(Recorded data)

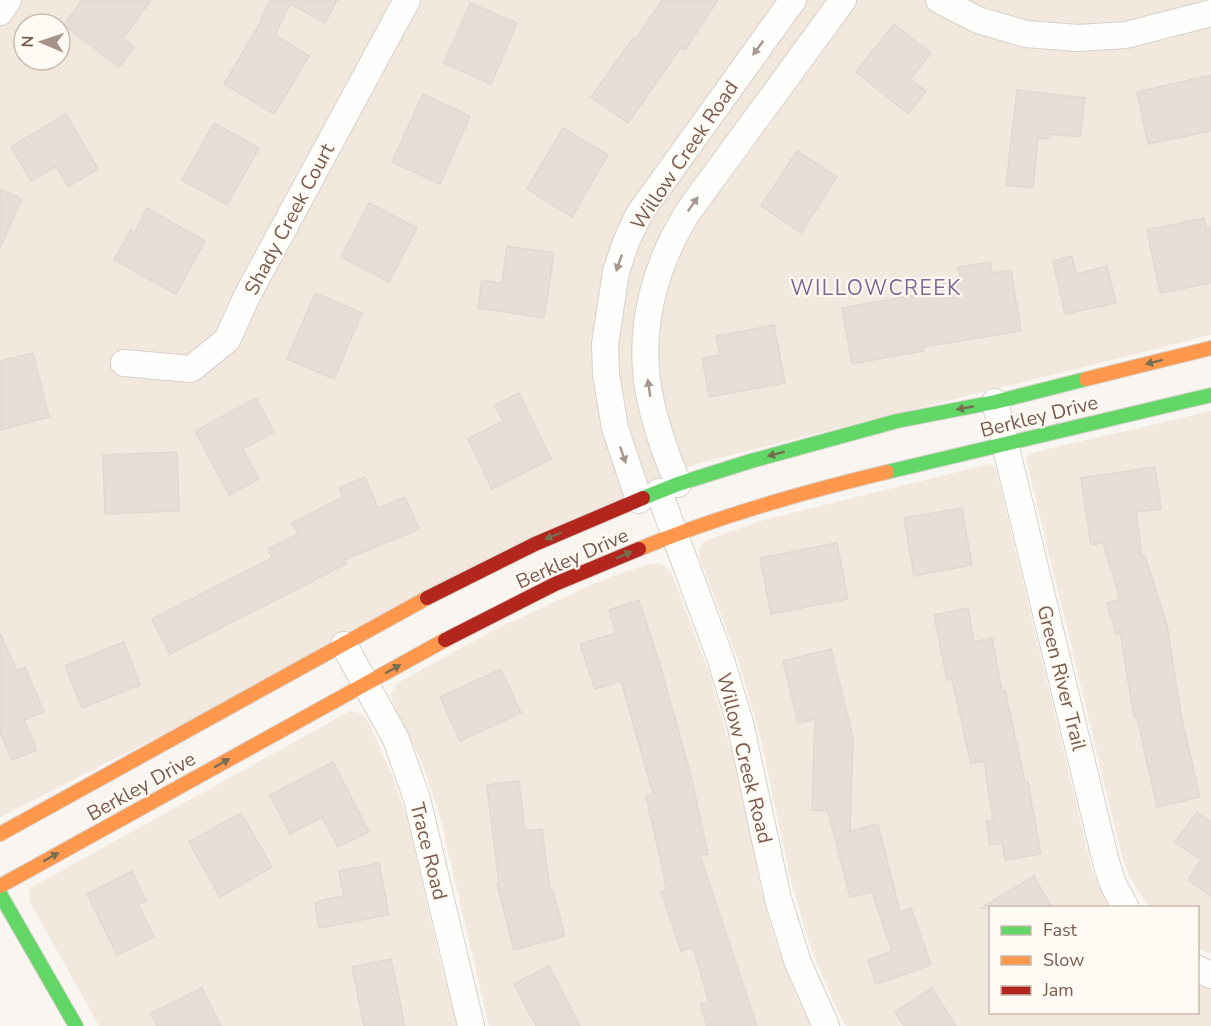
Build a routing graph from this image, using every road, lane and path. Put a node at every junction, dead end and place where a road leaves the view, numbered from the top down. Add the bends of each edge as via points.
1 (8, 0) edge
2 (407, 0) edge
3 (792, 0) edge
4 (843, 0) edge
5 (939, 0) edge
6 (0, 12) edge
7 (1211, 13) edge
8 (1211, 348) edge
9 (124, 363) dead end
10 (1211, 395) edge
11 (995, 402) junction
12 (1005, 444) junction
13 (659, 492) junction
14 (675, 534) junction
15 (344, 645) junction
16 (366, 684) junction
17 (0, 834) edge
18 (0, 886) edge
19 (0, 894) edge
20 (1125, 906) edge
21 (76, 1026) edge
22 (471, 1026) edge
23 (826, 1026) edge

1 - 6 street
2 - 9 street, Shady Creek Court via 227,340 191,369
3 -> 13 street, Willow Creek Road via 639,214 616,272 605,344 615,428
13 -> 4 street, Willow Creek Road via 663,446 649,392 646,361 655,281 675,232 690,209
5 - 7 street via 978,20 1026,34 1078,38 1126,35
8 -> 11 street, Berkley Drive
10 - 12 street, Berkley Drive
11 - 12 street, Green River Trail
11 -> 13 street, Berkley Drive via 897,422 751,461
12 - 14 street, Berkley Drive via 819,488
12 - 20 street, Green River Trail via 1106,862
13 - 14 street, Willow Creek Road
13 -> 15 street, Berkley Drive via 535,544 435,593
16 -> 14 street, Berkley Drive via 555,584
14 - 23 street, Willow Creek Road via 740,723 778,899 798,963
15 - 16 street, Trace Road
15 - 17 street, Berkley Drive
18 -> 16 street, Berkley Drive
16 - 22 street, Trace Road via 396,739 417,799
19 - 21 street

(End Recorded data)

**Problem to work on**
Would you please copy all lines in the data that contain the word "Willow"?

**Task response**
3 -> 13 street, Willow Creek Road via 639,214 616,272 605,344 615,428
13 -> 4 street, Willow Creek Road via 663,446 649,392 646,361 655,281 675,232 690,209
13 - 14 street, Willow Creek Road
14 - 23 street, Willow Creek Road via 740,723 778,899 798,963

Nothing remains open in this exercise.